Records shown Block Start
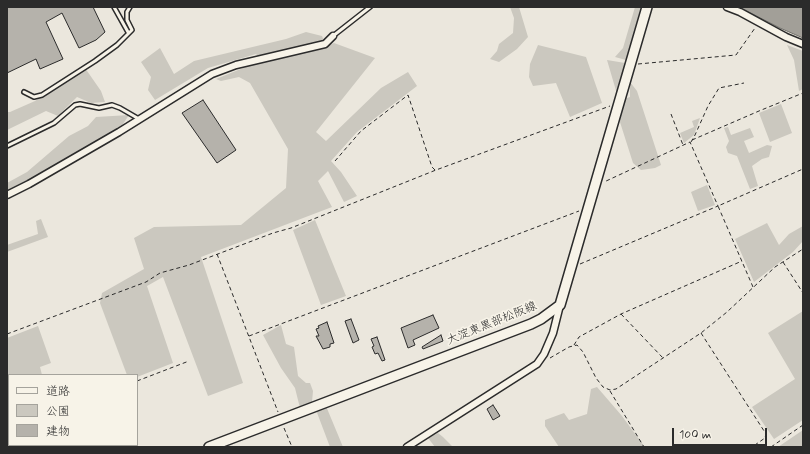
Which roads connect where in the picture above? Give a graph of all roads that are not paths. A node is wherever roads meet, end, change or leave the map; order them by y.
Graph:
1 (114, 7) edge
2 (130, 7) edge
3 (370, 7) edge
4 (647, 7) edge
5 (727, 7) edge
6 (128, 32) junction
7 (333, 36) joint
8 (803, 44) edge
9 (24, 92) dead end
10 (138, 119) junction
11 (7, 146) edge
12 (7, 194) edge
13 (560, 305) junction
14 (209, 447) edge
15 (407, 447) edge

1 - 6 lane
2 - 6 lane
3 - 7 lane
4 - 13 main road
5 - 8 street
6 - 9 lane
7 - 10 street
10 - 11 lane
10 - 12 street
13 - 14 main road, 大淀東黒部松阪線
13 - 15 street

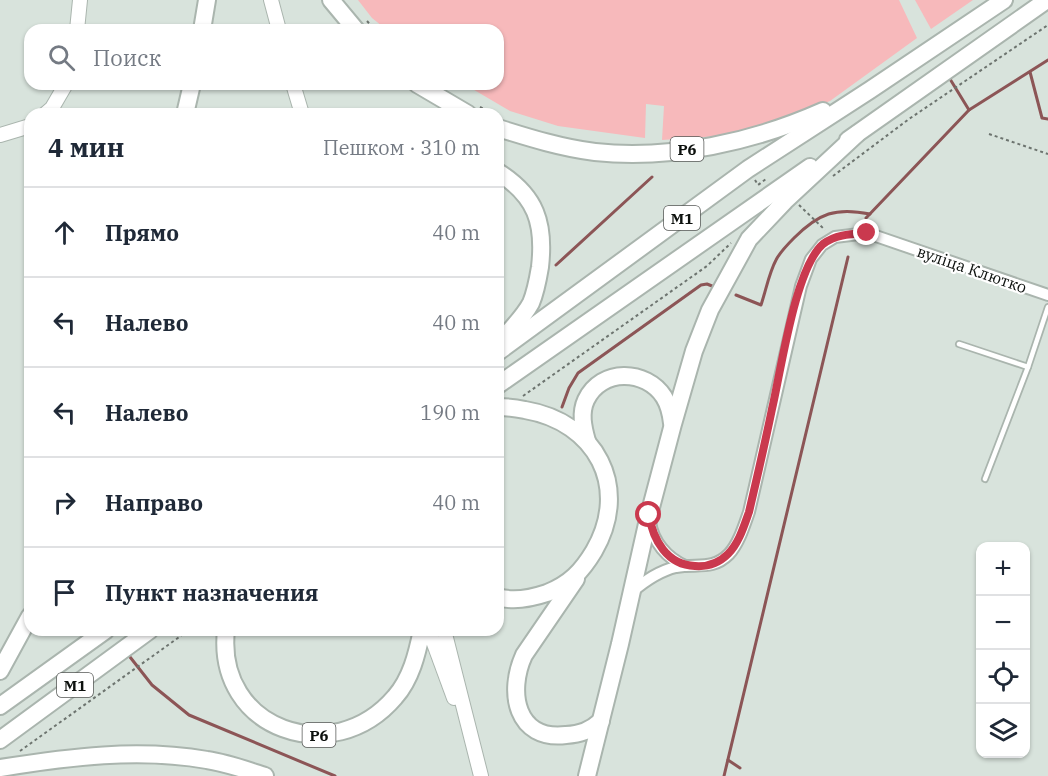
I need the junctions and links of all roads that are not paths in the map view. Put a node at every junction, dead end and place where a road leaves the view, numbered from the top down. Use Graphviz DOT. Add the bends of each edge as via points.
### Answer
Records shown Block End
Records shown Block Start
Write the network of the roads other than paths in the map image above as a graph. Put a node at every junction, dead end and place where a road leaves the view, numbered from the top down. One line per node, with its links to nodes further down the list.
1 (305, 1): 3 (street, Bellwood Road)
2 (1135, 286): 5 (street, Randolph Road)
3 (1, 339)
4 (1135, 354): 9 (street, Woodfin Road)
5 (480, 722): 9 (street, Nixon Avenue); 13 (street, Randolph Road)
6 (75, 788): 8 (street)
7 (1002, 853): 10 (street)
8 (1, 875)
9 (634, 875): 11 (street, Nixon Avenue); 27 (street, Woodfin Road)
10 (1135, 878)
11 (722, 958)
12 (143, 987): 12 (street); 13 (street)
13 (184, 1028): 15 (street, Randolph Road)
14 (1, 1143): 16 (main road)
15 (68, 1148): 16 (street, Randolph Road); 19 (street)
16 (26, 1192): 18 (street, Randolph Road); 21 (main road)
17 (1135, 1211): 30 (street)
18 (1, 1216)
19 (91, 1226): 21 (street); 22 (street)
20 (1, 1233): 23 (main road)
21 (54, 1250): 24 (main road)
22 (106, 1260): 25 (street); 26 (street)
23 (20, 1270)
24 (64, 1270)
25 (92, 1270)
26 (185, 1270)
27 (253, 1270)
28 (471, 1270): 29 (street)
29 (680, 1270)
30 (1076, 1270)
Records shown Block End
Find each line holding the string "that" in the listing above, then copy it.

◆ Answer to this exercise ◆
Which roads connect where in the picture above? Give a graph of all roads that are not paths. A node is wherever roads meet, end, change or leave the map; order them by y.
I need the junctions and links of all roads that are not paths in the map view. Put a node at every junction, dead end and place where a road leaves the view, numbered from the top down. Use Graphviz DOT. Add the bends of each edge as via points.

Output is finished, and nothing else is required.